Landmark coordinate records:
'''
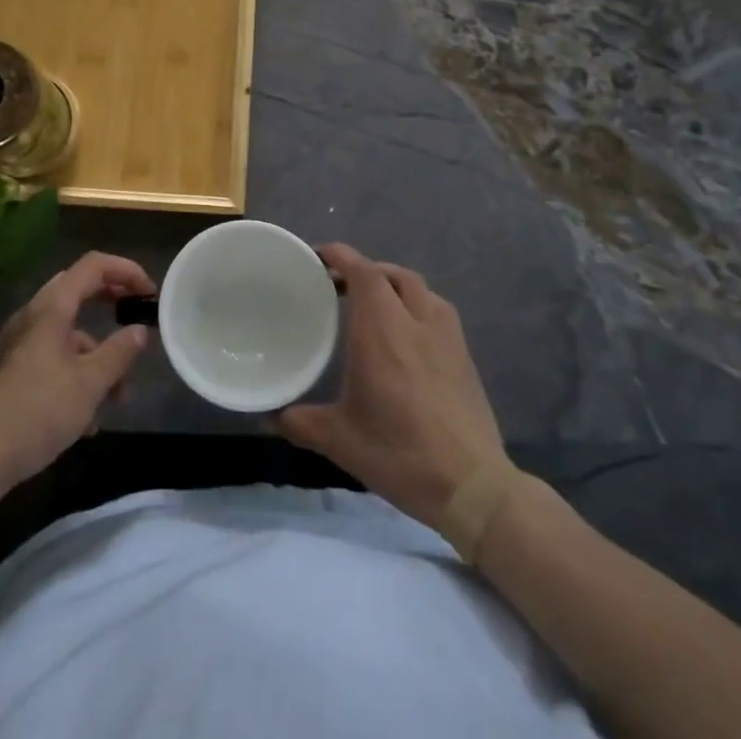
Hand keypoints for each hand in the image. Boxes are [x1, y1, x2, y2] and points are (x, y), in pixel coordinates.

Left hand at [0, 252, 155, 491]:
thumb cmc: (38, 411)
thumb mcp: (90, 384)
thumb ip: (119, 352)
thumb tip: (140, 330)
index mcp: (51, 308)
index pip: (93, 265)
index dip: (126, 270)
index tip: (150, 293)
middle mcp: (33, 316)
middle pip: (79, 291)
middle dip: (111, 303)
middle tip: (136, 318)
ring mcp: (19, 343)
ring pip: (68, 332)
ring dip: (96, 354)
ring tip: (117, 396)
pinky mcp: (12, 370)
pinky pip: (52, 357)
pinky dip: (76, 373)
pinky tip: (86, 420)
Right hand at [273, 242, 504, 526]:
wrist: (471, 485)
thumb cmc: (399, 453)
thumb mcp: (340, 440)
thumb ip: (301, 422)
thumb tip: (269, 417)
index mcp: (381, 330)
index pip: (362, 272)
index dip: (341, 256)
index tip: (320, 256)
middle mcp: (414, 320)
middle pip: (390, 274)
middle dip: (364, 270)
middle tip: (340, 285)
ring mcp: (445, 335)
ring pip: (418, 287)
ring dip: (393, 283)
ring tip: (375, 302)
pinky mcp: (464, 354)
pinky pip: (437, 309)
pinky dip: (417, 304)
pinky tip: (409, 332)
'''
Goal of the exercise: A word-for-word restatement of the records above from the line containing "index tip: (320, 256)" to their final line is all the answer should hold.

Solution for this problem:
index tip: (320, 256)
middle mcp: (414, 320)
middle pip: (390, 274)
middle dip: (364, 270)
middle tip: (340, 285)
ring mcp: (445, 335)
ring pip: (418, 287)
ring dip: (393, 283)
ring tip: (375, 302)
pinky mcp: (464, 354)
pinky pip: (437, 309)
pinky dip: (417, 304)
pinky tip: (409, 332)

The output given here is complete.